Ghost Cars in Canada

Ghost Cars in Canada

Telly Savalas’ Ghost Story

On February 25th, 1993, the pilot episode of the TV series The Extraordinary premiered on televisions across Melbourne, Australia. This episode contains one of the creepiest ghost stories I’ve ever heard – a true tale of the supernatural which was previously broadcast in Britain on July 9th, 1970, on Season 3, Episode 200 of the David Frost Show; and which was retold in Tell Me More, the 1990 autobiography of the late TV host Larry King. The story is the first-hand account of Telly Savalas, an American actor perhaps best known for his portrayal of the titular tough-guy protagonist of the crime drama series Kojak, who would die eleven months later from prostate cancer.

Telly’s story takes place on the night of June 26th, 1955, on a lonely backroad in Queens, New York.
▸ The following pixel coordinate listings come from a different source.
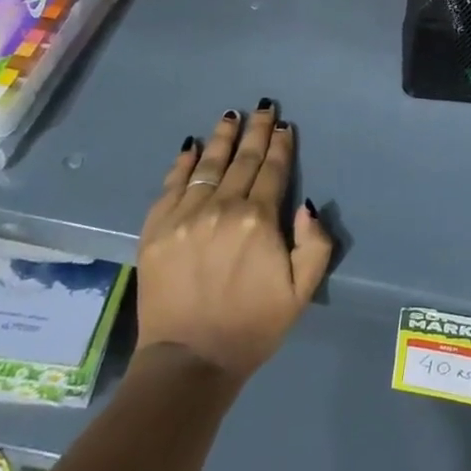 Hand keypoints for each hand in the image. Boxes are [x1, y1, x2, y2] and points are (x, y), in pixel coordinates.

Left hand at [135, 102, 332, 383]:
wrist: (189, 363)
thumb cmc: (252, 326)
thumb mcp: (302, 292)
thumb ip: (314, 244)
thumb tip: (306, 205)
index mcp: (258, 220)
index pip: (272, 170)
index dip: (281, 146)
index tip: (285, 126)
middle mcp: (221, 207)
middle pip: (242, 160)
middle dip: (256, 131)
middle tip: (263, 107)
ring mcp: (184, 216)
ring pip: (207, 165)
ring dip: (222, 138)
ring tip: (231, 115)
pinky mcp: (156, 229)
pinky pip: (171, 185)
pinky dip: (182, 163)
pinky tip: (191, 147) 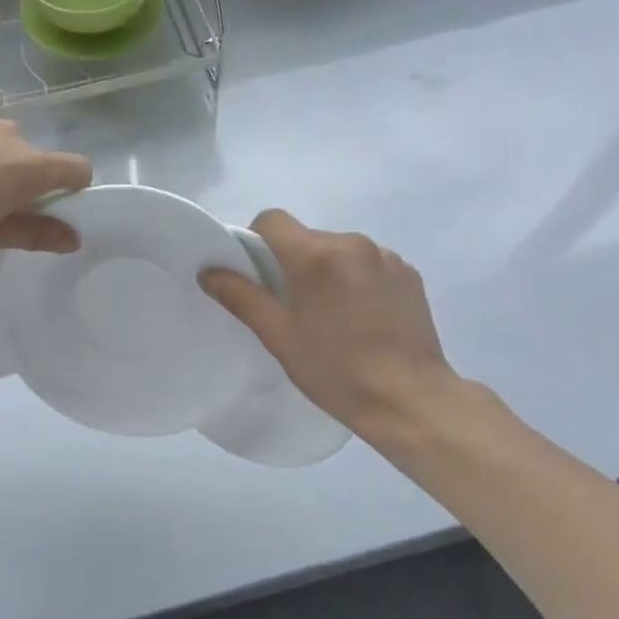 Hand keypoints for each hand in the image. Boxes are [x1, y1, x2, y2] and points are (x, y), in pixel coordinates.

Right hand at [201, 210, 458, 435]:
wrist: (409, 398)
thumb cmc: (335, 371)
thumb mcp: (279, 337)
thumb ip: (242, 297)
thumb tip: (209, 271)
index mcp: (315, 256)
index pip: (272, 220)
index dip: (256, 240)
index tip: (257, 274)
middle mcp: (352, 243)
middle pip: (307, 237)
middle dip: (294, 261)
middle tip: (294, 306)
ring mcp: (385, 256)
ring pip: (340, 249)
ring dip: (328, 270)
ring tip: (333, 315)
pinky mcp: (408, 272)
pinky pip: (369, 263)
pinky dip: (358, 279)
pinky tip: (363, 317) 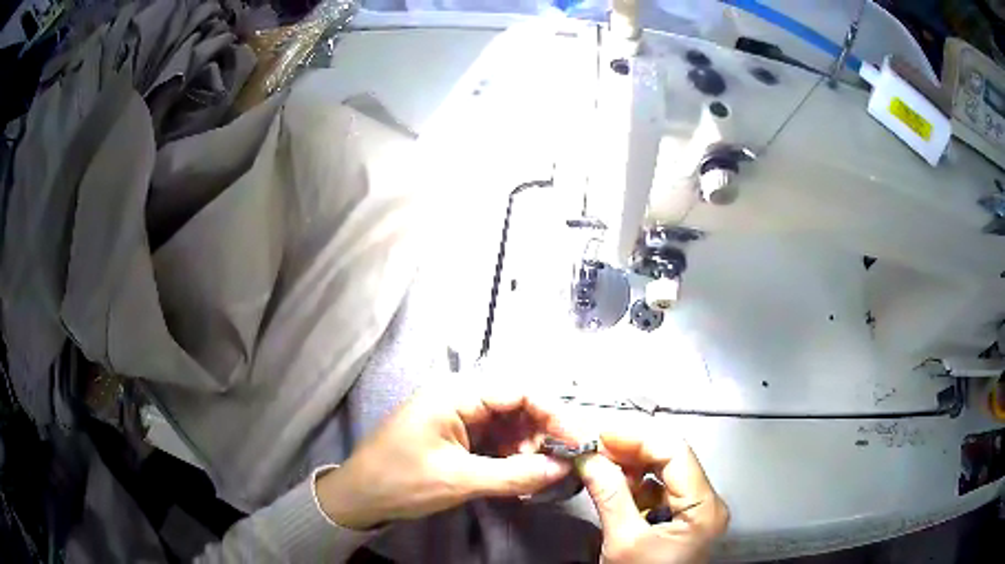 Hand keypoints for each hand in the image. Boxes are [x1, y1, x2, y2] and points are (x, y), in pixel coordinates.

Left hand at [316, 385, 572, 529]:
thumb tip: (564, 469)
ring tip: (536, 472)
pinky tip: (519, 472)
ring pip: (508, 423)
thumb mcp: (459, 480)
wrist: (359, 496)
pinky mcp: (456, 434)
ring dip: (527, 445)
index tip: (580, 439)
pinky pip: (495, 437)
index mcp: (455, 394)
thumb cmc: (401, 481)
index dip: (554, 413)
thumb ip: (515, 474)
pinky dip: (511, 453)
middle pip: (517, 405)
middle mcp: (459, 397)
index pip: (519, 391)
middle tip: (559, 462)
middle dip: (542, 432)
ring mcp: (457, 415)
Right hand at [578, 430, 728, 563]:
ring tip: (599, 460)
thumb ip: (609, 496)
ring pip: (664, 470)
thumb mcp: (624, 542)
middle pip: (672, 457)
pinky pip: (659, 488)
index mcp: (704, 507)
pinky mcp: (681, 517)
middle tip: (595, 445)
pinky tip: (612, 480)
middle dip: (631, 447)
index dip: (637, 437)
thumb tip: (589, 459)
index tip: (602, 434)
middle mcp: (707, 502)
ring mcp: (695, 508)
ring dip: (630, 462)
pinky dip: (634, 481)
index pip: (675, 452) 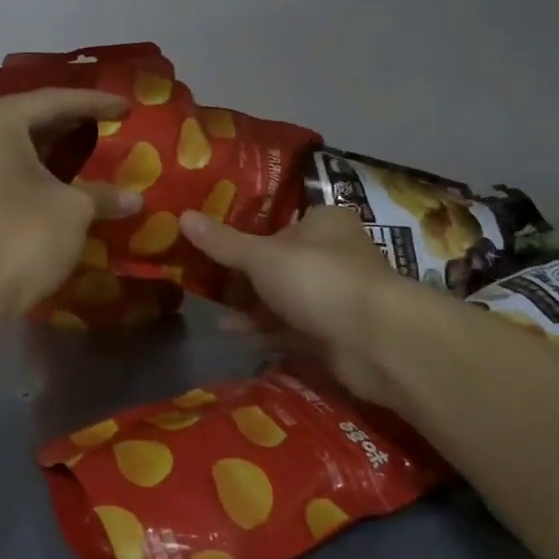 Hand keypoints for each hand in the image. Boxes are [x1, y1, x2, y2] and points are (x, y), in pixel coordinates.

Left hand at [0, 90, 141, 313]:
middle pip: (28, 116)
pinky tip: (58, 171)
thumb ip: (104, 194)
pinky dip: (27, 162)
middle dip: (71, 121)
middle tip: (110, 123)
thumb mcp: (73, 211)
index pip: (54, 101)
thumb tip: (135, 199)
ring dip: (49, 144)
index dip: (95, 104)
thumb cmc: (22, 239)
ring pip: (10, 139)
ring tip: (90, 143)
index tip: (127, 106)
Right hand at [179, 206, 401, 407]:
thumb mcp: (262, 256)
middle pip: (279, 261)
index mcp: (324, 222)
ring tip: (213, 312)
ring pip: (285, 297)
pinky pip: (292, 329)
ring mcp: (335, 296)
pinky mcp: (334, 333)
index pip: (280, 221)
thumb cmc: (318, 279)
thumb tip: (182, 216)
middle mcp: (333, 254)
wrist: (376, 342)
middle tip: (206, 280)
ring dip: (252, 306)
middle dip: (244, 275)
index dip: (246, 232)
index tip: (212, 243)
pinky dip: (266, 331)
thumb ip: (223, 242)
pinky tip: (235, 336) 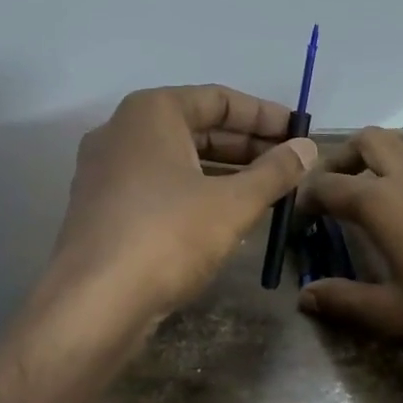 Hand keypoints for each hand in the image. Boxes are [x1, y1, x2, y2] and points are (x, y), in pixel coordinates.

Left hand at [51, 85, 315, 319]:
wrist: (94, 302)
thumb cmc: (168, 236)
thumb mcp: (232, 203)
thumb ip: (274, 172)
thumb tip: (308, 148)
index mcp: (151, 112)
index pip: (219, 99)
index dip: (264, 115)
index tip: (299, 133)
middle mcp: (122, 131)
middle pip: (196, 128)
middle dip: (246, 146)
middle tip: (289, 165)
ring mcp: (106, 171)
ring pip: (177, 160)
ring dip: (223, 172)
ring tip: (267, 192)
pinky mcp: (102, 208)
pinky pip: (158, 186)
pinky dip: (194, 192)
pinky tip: (225, 216)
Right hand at [298, 127, 402, 354]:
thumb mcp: (393, 313)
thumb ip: (344, 301)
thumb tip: (304, 296)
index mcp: (381, 202)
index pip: (330, 186)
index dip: (308, 197)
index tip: (301, 216)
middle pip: (369, 141)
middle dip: (344, 157)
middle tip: (337, 186)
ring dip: (395, 149)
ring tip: (388, 178)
At that time, Savalas was a 33-year-old WWII veteran who was working as a radio host for the U.S. State Department. He had a 5-year-old daughter and a marriage on the rocks, and was living in his mother’s home in Garden City, Long Island. Although Savalas never explicitly stated this in his many retellings of the story, the details he provides indicate that, at the time this mysterious event took place, he was probably on his way home from an illicit tryst with a 21-year-old model and future Hollywood actress named Joan Hackett, whom he had just dropped off at her parents’ home in Manhattan.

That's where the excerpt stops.